また製品の優位性を評価する際も、セキュリティ機能だけではなく、それらを利用してもたらされる投資効果(ROI)や、運用時における容易さまでを、トータルに検討するよう心がけたと谷本氏は語ります。「当社は、事業会社なので、サービス導入後に社内スタッフで使いこなせるか。またROI から見た場合、どんな導入メリットが期待できるかに重点を置きました。この結果、営業担当者および運用担当者の知識や技術レベルが非常に高いこと。加えて、当社の要望に対して柔軟かつ迅速に対応してもらえるとの期待から、最終的にNRI セキュアの『マネージド脅威情報分析サービス(TIA)』の採用を決めました」。
脅威インテリジェンスへの関心の高まりで、数多くのソリューションが登場する中、個別の製品にとらわれることなく「サービス」、「ノウハウ」、「人材」を融合させた、NRI セキュアならではのサービスに組み上がっている点を高く評価したと谷本氏は語ります。
システムの構成イメージ
導入の効果
PoCで発見された偽ドメインサイトに脅威マネジメントの重要性を痛感
2020年1 月後半からは、サービス運用計画の策定がスタート。ところが2020年4~9月の本番運用を目前に準備を進めていた3月下旬、プロジェクトチームに大きな衝撃が走りました。国内外における新型コロナウイルスの感染拡大を受けた、オリンピック/パラリンピックの開催延期決定です。
「この問題が浮上してきた2月以降、慎重に事態の推移を見守りつつ、予定通りの4月1日のサービス導入とその後の運用を進める決定を下しました」と谷本氏は明かします。

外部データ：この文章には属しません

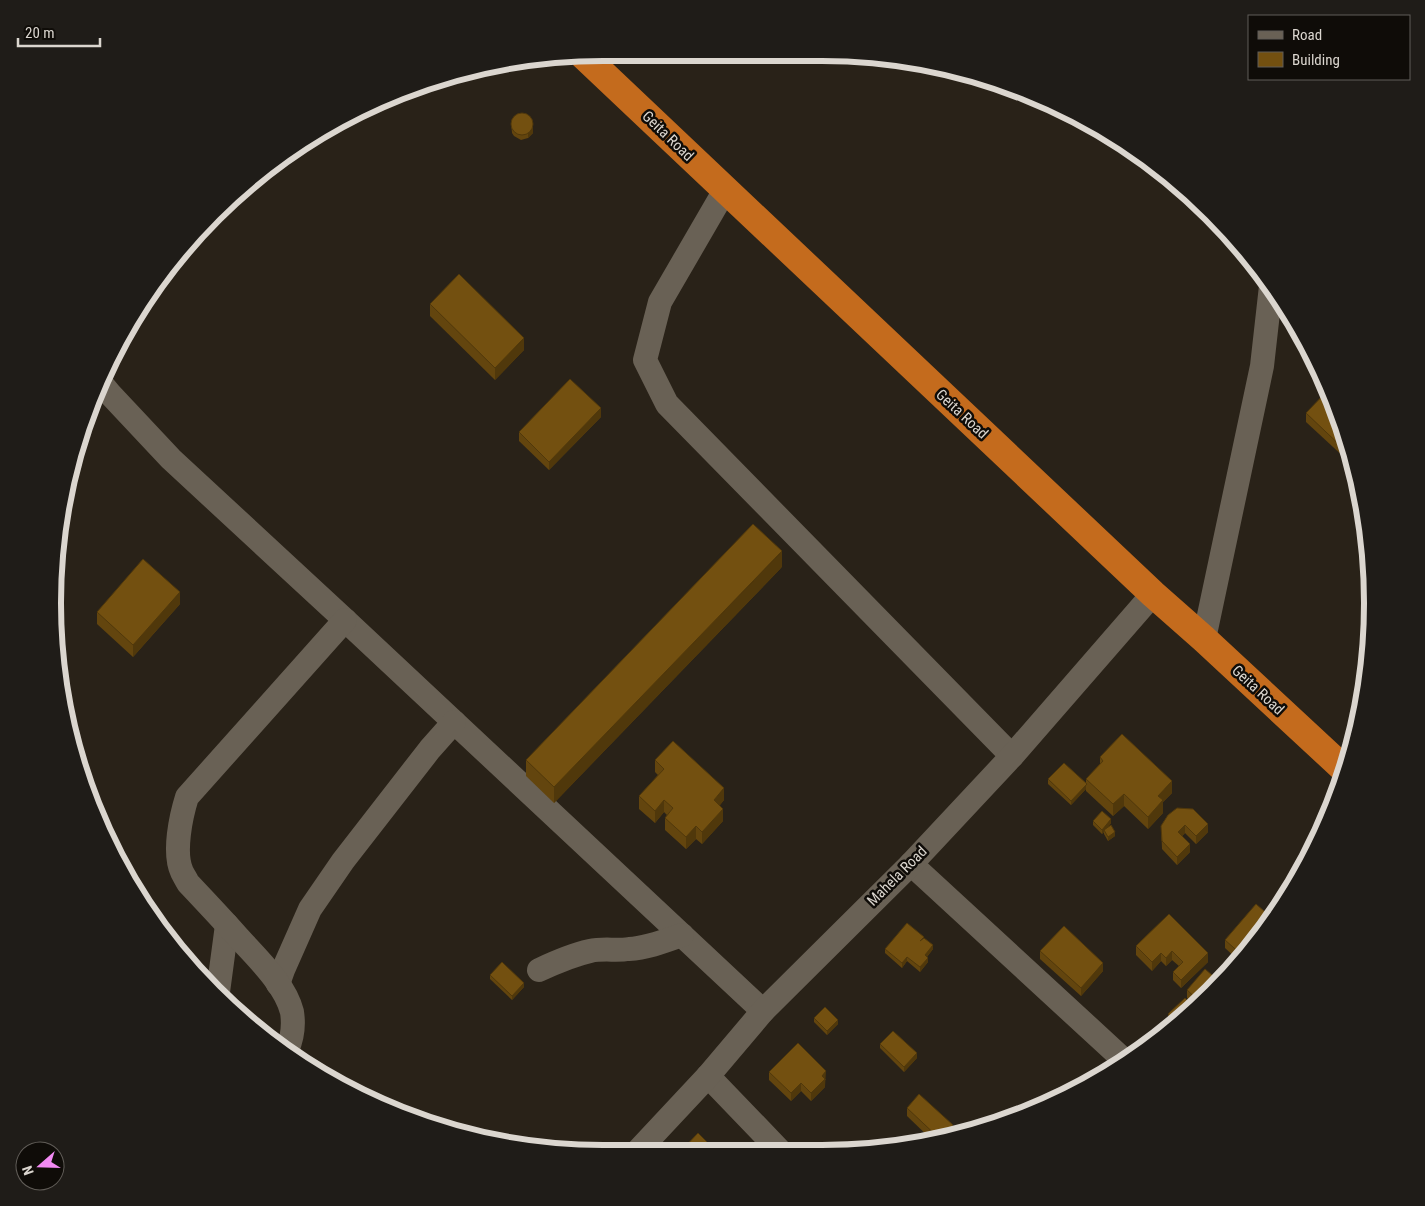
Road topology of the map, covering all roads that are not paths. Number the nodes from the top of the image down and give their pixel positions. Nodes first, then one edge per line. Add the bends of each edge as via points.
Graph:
1 (590, 61) edge
2 (725, 190) junction
3 (1270, 299) edge
4 (105, 388) edge
5 (1153, 594) junction
6 (345, 620) junction
7 (1204, 639) junction
8 (454, 722) junction
9 (1012, 756) junction
10 (1339, 764) edge
11 (911, 864) junction
12 (227, 925) junction
13 (682, 935) junction
14 (539, 970) dead end
15 (278, 984) junction
16 (219, 985) edge
17 (763, 1011) junction
18 (289, 1044) edge
19 (1119, 1056) edge
20 (708, 1076) junction
21 (643, 1145) edge
22 (774, 1145) edge

1 - 2 highway, Geita Road
2 - 5 highway, Geita Road
2 - 9 street via 660,302 645,360 667,404
3 - 7 street via 1262,366
4 - 6 street via 172,459
5 - 7 highway, Geita Road
5 - 9 street, Mahela Road
6 - 8 street
6 - 12 street via 187,797 178,839 181,871
7 - 10 highway, Geita Road
8 - 13 street
8 - 15 street via 430,748 310,909
9 - 11 street, Mahela Road
11 - 17 street, Mahela Road
11 - 19 street
12 - 15 street
12 - 16 street
13 - 14 street via 628,950 592,950
13 - 17 street
15 - 18 street via 292,1012
17 - 20 street, Mahela Road
20 - 21 street, Mahela Road
20 - 22 street

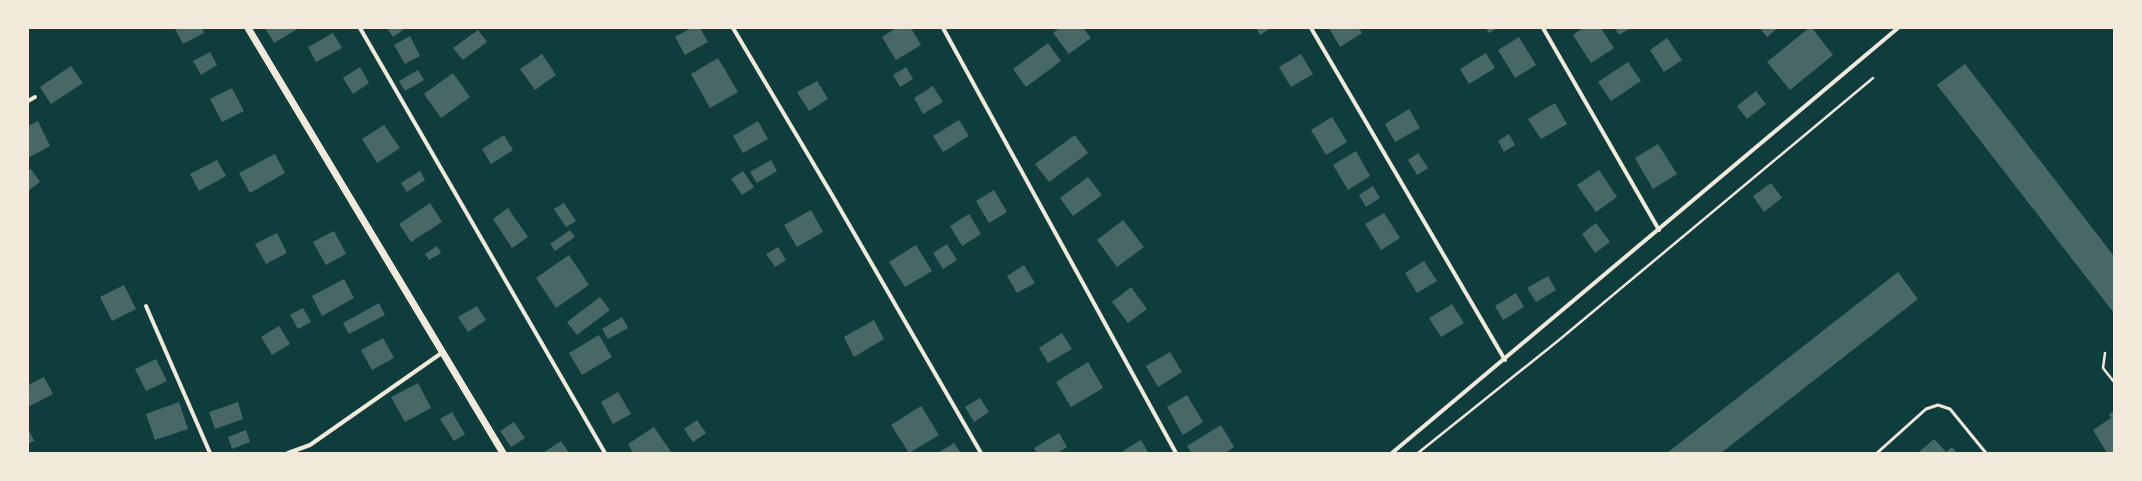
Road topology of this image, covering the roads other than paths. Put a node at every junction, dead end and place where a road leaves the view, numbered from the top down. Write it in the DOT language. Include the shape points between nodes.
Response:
graph roads {
  1 [pos="248,28"];
  2 [pos="360,28"];
  3 [pos="733,28"];
  4 [pos="943,28"];
  5 [pos="1311,28"];
  6 [pos="1544,28"];
  7 [pos="1898,28"];
  8 [pos="35,97"];
  9 [pos="28,101"];
  10 [pos="1659,230"];
  11 [pos="146,306"];
  12 [pos="443,352"];
  13 [pos="1505,360"];
  14 [pos="210,453"];
  15 [pos="288,453"];
  16 [pos="503,453"];
  17 [pos="605,453"];
  18 [pos="980,453"];
  19 [pos="1176,453"];
  20 [pos="1392,453"];
  21 [pos="1878,453"];
  22 [pos="1986,453"];
  1 -- 12 [label="street"];
  2 -- 17 [label="street"];
  3 -- 18 [label="street"];
  4 -- 19 [label="street"];
  5 -- 13 [label="street"];
  6 -- 10 [label="street"];
  7 -- 10 [label="street"];
  8 -- 9 [label="street"];
  10 -- 13 [label="street"];
  11 -- 14 [label="street"];
  12 -- 15 [label="street" via="310,445"];
  12 -- 16 [label="street"];
  13 -- 20 [label="street"];
  21 -- 22 [label="lane" via="1926,409 1938,405 1950,409"];
}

延期となった五輪開催が、もし可能になれば、当然そのための事前準備を進めておく必要があります。また今年中に運用がなくなったとしても、アシックスが直面している地政学的リスクが消滅するわけではなく、むしろサイバーセキュリティ対策のニーズは、今後も増大していくことが確実です。「中長期的な視点に立った脅威マネジメント体制の強化・充実という戦略からも、脅威マネジメント推進プロジェクトの継続は、必須だと判断しました」と谷本氏は振り返ります。
さらに同氏の確信をより強固にした要因の一つが、導入に先だって行われたPoC(概念実証)でした。今回谷本氏が危惧していた高リスクに、「偽ドメインサイト」があります。アシックスの公式Web サイトを装った不正サイトが、ネットワーク上やSNS にいくつも存在していることが、このPoC 期間を通じ、新たに判明したのです。
「サービスに実装されている脅威インテリジェンス管理用SaaS『IntSights(イントサイト)』が、そうした詐欺ドメインの一つを発見したのです。この結果、推測や予想では知り得なかった事実を新たに知ることができたのは大きな成果です」。
この検証結果によって、経営陣から現場までがサイバー脅威の存在を改めて実感し、脅威マネジメントに取り組む意識を共有できたと、谷本氏は手応えを語ります。
今後の展望
脅威インテリジェンスを自社のセキュリティ監視の定番機能に
今回「マネージド脅威情報分析サービス」は、9月末の半年を予定されています。ここで得られた結果をもとに、谷本氏は「脅威インテリジェンス」を、今後アシックスのグローバルセキュリティ対策の不可欠な要件として定着させていきたいと抱負を語ります。
「すでに当社では、これとは別にEDR やSIEM 構築やネットワーク監視サービスを委託先とともに運用しています。そこに今後は、脅威インテリジェンスというプラットフォームそのものを、恒常的な機能として組み込んでいきたい。2020年、東京五輪大会自体は延期となりましたが、当社においては、今回の脅威マネジメントの運用はサイバー対策の成熟度レベルを向上させる、チャレンジでもあり、今後の海外展開を見据えた助走期間であると捉えています」。
この実現に向け、現在は費用面やリソース面も含めた具体的な継続運用や計画について、経営層に対して積極的に提案を続けているところだと明かす谷本氏。今アシックスの脅威マネジメントへの取り組みが、明確な目的をもって、スタートを切りました。